Scientific classification
- Kingdom: Plantae
- Clade: Tracheophytes
- Clade: Angiosperms
- Clade: Eudicots
- Clade: Rosids
- Order: Malpighiales
- Family: Hypericaceae
- Genus: Cratoxylum
- Species: C. sumatranum
- Binomial name: Cratoxylum sumatranum (Jack) Blume
- Subspecies: Cratoxylum sumatranum subsp. blancoi (Blume) Gogelein ; Cratoxylum sumatranum subsp. sumatranum ;
- Synonyms: Elodea sumatrana Jack; subsp. blancoi Hypericum coccineum Wall. ; Cratoxylum blancoi Blume ; Ancistrolobus micradenius Turcz. ; Caopia arborescens Kuntze ; Cratoxylum punctulatum Elmer ex Merr.; subsp. sumatranum Cratoxylum hornschuchii Blume ; Hornschuchia hypericina Blume ; Cratoxylum celebicum Blume ; Cratoxylum clandestinum Blume ; Cratoxylum racemosum Blume ; Ancistrolobus floribundus Turcz. ; Cratoxylum floribundum (Turcz.) Fern.-Vill. ; Cratoxylum hypericinum (Blume) Merr. ; Cratoxylum arboreum Elmer;

= Cratoxylum sumatranum =

- Genus: Cratoxylum
- Species: sumatranum
- Authority: (Jack) Blume
- Conservation status: LC

Species of tree

Cratoxylum sumatranum is a species of flowering plant in the Hypericaceae family.
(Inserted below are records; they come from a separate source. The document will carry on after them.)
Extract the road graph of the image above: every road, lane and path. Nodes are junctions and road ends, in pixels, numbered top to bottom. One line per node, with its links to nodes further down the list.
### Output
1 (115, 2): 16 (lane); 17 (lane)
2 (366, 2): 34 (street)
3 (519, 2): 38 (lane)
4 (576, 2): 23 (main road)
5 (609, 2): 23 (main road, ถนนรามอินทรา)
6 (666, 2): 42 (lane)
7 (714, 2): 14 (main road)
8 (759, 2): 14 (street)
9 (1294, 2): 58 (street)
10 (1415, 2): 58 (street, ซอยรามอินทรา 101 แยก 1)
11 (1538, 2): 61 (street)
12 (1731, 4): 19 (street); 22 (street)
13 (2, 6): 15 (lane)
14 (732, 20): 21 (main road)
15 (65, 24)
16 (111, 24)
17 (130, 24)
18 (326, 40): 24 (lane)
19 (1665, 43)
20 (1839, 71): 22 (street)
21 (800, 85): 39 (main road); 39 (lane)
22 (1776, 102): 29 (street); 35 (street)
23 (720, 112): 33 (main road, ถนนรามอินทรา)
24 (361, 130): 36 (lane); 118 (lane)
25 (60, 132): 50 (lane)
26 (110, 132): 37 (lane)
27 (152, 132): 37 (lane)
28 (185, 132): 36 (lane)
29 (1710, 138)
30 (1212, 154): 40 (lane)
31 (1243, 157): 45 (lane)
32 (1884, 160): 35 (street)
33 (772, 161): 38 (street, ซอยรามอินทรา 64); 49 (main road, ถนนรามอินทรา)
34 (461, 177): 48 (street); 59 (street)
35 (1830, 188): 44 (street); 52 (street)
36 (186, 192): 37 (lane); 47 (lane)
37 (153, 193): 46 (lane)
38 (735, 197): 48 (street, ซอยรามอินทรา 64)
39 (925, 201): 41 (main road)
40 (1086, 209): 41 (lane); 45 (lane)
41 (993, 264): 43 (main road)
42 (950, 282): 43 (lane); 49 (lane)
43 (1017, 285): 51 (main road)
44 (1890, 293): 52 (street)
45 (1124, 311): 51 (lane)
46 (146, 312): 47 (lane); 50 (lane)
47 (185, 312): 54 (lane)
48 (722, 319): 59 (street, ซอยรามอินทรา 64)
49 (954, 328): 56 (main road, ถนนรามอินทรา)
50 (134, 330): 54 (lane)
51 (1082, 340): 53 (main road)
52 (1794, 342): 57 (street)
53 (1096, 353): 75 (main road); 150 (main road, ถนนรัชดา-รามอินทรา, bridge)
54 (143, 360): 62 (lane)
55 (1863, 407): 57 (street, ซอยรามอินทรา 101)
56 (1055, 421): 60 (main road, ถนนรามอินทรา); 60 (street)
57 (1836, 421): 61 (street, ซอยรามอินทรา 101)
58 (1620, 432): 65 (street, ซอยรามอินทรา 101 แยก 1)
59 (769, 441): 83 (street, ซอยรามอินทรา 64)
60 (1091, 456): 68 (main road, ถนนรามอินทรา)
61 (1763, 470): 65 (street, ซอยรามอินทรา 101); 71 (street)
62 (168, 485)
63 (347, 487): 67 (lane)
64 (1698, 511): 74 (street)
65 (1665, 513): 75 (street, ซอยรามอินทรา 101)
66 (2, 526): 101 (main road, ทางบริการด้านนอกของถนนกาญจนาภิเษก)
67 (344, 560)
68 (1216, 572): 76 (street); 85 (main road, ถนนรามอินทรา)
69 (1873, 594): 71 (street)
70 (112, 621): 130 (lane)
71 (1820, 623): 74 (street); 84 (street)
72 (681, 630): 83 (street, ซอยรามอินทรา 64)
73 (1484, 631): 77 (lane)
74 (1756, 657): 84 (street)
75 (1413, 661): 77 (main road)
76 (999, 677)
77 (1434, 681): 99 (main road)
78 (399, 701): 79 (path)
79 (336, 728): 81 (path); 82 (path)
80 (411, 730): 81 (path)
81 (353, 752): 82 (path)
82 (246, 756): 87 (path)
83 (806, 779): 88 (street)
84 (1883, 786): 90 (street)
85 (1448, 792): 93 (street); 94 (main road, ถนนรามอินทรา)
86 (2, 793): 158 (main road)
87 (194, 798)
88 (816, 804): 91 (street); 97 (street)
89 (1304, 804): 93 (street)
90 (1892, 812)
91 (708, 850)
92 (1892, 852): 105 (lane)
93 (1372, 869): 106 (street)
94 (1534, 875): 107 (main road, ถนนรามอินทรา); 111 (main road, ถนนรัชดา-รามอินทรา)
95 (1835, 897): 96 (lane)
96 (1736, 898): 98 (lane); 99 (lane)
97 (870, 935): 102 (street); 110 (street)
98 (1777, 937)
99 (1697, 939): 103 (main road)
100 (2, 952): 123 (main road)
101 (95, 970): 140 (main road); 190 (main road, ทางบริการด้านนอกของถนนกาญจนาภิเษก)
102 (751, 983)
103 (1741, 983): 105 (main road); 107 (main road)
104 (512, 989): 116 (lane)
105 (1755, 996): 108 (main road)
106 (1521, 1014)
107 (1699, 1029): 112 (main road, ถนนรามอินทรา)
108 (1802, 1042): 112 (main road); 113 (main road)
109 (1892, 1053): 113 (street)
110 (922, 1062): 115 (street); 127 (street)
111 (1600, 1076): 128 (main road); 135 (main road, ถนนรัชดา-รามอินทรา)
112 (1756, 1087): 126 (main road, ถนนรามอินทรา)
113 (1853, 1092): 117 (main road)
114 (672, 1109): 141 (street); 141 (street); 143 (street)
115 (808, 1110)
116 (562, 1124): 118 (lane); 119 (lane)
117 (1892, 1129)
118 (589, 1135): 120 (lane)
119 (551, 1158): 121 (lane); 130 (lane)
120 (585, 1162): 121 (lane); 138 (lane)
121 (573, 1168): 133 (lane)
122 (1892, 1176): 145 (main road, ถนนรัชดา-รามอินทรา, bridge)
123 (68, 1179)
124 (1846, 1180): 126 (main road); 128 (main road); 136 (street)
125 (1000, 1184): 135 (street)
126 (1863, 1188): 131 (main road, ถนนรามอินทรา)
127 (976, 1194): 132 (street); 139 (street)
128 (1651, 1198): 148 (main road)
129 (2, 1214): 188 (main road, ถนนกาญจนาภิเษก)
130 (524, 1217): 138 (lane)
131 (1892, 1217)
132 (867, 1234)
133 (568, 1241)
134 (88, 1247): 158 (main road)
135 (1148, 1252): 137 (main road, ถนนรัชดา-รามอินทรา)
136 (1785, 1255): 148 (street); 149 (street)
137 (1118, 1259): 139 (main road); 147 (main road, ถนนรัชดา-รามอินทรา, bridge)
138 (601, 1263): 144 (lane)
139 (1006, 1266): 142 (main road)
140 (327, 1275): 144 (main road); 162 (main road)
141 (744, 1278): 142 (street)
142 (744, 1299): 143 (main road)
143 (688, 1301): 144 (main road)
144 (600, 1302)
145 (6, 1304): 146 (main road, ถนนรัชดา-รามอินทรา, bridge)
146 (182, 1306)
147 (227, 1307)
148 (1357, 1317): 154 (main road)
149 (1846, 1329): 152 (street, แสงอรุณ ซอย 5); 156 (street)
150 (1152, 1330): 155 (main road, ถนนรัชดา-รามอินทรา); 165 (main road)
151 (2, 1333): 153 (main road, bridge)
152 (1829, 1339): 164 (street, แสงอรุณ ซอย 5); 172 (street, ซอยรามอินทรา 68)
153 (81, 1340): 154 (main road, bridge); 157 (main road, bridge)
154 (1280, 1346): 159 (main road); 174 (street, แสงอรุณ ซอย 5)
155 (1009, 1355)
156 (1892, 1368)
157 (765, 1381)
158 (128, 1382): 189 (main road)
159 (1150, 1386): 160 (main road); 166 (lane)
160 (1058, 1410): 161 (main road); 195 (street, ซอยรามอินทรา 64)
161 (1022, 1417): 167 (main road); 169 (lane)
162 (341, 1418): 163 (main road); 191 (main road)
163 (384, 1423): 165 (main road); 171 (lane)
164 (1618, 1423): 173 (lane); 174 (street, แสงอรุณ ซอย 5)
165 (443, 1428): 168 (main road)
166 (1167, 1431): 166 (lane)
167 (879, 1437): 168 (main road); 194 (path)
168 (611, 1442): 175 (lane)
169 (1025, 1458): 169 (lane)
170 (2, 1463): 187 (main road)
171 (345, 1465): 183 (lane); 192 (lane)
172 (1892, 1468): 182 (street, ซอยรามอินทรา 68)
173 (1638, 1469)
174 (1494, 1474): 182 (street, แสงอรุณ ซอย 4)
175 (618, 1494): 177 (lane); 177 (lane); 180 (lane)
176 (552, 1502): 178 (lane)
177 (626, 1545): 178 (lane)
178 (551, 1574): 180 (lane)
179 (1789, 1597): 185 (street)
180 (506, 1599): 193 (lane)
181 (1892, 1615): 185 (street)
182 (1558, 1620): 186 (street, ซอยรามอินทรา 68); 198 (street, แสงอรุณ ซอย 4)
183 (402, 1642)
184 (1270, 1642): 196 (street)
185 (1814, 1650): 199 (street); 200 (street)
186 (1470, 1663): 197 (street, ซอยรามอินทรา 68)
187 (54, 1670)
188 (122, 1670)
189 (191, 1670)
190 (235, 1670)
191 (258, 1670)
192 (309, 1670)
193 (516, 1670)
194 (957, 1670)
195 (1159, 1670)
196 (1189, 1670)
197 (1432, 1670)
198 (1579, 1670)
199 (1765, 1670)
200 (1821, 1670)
Found in Southeast Asia, it grows up to 51 m tall and is harvested locally for timber and fuel.

== Description ==
The tree may grow up to 51 m tall and 80 cm diameter at breast height, with cracked and fissured bark. The stems produce whitish-yellowish latex. The leaves have an opposite arrangement, are simple, elliptic and a glossy rich green. Its flowers are 5-parted and clustered on terminal panicles. They are small (approximately 8mm in diameter), reddish with white linings around the petals. The fruits, which appear in July, are approximately 8mm long, yellow-brown-black capsules, filled with many small winged seeds.

==Taxonomy==
The species was originally placed in the defunct genus Elodes under the name Elodes sumatrana. It was moved into Cratoxylum as C. sumatranum in 1856 by Carl Ludwig Blume. Two subspecies are recorded:
- Cratoxylum sumatranum subsp. blancoi - Philippines
- Cratoxylum sumatranum subsp. sumatranum - the nominate infraspecific - Malesia

== Distribution and habitat ==
Cratoxylum sumatranum is indigenous to Southeast Asia, including Borneo, Malaya, and the Philippines. It is found in disturbed open areas, especially on hillsides and ridges on clay or sandy soils.

== Uses ==
The plant is harvested locally and used for its timber and for fuel or charcoal. A 2021 study demonstrated that bark extracts from the species exhibited antimalarial capabilities in a laboratory setting, and could have applications as an antimalarial drug.